WORK REQUEST ->
Transcribe the following entries word for word. End with the line where "inset:0; background:#e6eddd; transform-origin:0" appears.

Stored records ->
===

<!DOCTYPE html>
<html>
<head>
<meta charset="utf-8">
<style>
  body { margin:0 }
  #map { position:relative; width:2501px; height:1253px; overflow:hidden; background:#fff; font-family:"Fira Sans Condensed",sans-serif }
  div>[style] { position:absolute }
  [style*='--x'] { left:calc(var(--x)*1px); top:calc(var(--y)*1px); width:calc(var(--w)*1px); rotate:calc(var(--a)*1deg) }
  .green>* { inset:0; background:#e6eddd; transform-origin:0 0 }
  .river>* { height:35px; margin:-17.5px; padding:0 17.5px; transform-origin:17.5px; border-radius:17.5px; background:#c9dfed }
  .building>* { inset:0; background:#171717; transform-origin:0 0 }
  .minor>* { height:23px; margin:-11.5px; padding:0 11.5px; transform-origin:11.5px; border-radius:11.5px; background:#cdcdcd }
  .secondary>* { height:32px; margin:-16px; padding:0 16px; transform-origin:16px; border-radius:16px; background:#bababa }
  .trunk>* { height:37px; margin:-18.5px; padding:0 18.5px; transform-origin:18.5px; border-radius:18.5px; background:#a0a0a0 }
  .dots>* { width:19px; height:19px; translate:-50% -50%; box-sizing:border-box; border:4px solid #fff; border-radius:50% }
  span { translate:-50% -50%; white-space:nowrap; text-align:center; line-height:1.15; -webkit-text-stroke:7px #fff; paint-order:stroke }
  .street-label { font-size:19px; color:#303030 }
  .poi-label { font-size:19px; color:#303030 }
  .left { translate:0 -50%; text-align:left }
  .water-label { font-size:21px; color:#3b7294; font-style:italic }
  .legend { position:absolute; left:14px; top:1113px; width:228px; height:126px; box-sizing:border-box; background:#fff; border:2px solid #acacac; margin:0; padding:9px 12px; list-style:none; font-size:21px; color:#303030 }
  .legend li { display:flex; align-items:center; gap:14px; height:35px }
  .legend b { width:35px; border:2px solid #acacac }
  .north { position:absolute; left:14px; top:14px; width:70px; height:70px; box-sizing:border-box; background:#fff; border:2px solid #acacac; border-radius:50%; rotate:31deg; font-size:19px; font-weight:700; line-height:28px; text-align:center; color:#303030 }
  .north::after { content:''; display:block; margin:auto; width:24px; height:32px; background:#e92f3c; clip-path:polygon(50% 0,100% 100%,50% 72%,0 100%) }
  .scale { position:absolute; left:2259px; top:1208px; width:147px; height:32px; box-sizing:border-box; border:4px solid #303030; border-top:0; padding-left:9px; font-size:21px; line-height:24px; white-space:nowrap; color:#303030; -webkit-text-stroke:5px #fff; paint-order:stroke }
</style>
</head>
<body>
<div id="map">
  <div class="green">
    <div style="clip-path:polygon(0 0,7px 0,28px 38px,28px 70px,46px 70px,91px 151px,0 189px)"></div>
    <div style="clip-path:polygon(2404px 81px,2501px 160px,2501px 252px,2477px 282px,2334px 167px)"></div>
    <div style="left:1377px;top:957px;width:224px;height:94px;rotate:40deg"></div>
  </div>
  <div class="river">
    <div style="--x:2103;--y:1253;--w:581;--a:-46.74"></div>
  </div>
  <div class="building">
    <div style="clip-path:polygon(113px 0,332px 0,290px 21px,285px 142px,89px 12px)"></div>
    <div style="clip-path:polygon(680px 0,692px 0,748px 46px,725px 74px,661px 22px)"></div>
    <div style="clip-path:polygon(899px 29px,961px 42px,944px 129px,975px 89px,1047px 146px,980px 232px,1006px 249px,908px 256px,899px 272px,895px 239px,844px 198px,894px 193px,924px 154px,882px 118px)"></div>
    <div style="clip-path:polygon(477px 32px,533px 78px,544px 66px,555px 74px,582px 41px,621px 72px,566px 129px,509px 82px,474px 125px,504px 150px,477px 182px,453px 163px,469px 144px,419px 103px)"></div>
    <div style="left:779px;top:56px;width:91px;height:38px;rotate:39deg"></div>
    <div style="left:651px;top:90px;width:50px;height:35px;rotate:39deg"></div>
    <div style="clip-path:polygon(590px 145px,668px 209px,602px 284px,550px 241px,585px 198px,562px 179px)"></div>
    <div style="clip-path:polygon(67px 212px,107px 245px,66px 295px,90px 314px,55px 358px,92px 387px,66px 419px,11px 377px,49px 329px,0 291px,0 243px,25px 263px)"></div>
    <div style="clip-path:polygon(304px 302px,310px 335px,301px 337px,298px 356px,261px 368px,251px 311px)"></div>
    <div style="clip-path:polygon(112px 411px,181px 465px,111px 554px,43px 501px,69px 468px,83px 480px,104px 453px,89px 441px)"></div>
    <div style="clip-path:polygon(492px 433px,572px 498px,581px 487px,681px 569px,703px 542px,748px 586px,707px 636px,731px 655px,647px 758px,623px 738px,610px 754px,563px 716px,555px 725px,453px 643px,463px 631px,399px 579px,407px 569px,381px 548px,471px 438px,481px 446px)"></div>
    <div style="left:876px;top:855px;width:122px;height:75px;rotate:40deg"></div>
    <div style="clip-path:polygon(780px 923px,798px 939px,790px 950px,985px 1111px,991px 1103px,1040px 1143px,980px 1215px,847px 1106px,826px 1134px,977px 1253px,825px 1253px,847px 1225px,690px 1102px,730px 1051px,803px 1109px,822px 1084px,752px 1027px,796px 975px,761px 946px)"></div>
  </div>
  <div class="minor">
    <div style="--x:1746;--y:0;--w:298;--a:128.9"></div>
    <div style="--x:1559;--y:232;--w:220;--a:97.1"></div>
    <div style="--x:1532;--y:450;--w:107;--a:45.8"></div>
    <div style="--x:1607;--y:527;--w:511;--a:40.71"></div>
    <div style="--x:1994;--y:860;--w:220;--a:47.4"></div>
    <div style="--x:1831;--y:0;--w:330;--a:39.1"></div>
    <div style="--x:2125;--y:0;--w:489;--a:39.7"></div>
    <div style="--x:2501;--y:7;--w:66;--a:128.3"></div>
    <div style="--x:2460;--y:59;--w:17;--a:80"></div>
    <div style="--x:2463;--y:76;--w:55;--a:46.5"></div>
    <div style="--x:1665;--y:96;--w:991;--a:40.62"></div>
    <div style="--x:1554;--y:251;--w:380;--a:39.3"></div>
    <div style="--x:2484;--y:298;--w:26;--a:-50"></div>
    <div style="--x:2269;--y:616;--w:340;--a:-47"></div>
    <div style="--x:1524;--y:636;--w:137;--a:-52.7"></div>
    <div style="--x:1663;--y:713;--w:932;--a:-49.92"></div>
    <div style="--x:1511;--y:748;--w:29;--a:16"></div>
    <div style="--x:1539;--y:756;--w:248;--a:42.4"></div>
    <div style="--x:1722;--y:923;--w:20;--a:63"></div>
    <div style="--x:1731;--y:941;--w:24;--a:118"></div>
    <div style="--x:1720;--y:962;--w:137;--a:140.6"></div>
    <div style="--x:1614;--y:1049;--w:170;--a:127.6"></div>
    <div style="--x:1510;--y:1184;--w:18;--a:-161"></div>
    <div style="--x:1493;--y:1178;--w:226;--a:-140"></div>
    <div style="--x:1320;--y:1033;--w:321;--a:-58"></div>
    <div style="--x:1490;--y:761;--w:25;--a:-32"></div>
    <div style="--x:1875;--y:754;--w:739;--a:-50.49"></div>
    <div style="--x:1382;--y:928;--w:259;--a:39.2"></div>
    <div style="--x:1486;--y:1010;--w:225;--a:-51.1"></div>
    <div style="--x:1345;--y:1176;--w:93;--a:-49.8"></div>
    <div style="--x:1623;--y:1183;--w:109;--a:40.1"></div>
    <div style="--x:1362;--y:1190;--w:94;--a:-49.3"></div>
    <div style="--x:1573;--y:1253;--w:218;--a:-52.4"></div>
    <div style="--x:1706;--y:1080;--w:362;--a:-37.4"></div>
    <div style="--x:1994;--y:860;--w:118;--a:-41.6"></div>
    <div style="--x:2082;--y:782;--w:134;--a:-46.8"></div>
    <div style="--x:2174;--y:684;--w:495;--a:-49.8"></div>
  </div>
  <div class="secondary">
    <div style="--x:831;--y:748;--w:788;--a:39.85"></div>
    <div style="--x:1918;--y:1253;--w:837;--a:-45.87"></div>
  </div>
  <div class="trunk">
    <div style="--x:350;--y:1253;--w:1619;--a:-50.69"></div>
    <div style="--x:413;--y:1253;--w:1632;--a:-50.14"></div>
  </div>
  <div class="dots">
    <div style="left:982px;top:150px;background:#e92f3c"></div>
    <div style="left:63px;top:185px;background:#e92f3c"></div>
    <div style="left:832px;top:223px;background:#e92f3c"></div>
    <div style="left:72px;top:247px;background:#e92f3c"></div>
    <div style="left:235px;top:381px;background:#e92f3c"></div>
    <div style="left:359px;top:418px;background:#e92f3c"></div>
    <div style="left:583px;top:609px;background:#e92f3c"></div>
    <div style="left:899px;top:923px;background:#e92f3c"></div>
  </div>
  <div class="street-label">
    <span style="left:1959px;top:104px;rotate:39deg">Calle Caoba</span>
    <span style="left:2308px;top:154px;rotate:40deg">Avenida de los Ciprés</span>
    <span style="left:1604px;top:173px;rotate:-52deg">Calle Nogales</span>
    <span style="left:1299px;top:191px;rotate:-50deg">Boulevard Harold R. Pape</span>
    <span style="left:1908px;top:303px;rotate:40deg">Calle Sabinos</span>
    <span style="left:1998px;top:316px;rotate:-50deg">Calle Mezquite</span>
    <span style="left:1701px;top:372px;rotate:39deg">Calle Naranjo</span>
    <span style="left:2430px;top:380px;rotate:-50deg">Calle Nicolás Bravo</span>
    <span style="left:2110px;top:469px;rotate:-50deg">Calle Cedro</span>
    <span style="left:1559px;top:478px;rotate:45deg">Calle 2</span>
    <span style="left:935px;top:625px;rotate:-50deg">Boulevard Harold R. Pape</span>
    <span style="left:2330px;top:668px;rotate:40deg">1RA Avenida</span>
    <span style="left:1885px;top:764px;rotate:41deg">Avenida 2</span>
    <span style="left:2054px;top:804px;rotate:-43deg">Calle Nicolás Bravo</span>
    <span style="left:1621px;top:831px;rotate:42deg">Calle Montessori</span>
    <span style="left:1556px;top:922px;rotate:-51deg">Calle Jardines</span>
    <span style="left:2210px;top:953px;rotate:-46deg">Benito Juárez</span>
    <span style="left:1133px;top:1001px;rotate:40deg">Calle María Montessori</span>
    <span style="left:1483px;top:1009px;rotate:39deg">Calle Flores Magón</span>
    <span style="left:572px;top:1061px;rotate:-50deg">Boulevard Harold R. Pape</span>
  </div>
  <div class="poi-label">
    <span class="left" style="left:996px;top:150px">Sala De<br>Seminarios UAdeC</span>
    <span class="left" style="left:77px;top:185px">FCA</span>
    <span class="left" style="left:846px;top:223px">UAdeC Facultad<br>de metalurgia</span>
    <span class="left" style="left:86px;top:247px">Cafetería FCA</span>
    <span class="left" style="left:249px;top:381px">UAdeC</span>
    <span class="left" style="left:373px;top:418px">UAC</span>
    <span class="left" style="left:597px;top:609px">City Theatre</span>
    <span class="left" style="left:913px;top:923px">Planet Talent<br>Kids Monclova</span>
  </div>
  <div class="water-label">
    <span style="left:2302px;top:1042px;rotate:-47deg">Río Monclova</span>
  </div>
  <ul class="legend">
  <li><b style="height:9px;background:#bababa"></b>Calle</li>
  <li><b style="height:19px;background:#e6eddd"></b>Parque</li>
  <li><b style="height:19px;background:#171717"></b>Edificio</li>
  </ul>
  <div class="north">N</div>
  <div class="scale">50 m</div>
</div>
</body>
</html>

===

ANSWER BELOW ->
<!DOCTYPE html>
<html>
<head>
<meta charset="utf-8">
<style>
  body { margin:0 }
  #map { position:relative; width:2501px; height:1253px; overflow:hidden; background:#fff; font-family:"Fira Sans Condensed",sans-serif }
  div>[style] { position:absolute }
  [style*='--x'] { left:calc(var(--x)*1px); top:calc(var(--y)*1px); width:calc(var(--w)*1px); rotate:calc(var(--a)*1deg) }
  .green>* { inset:0; background:#e6eddd; transform-origin:0 0 }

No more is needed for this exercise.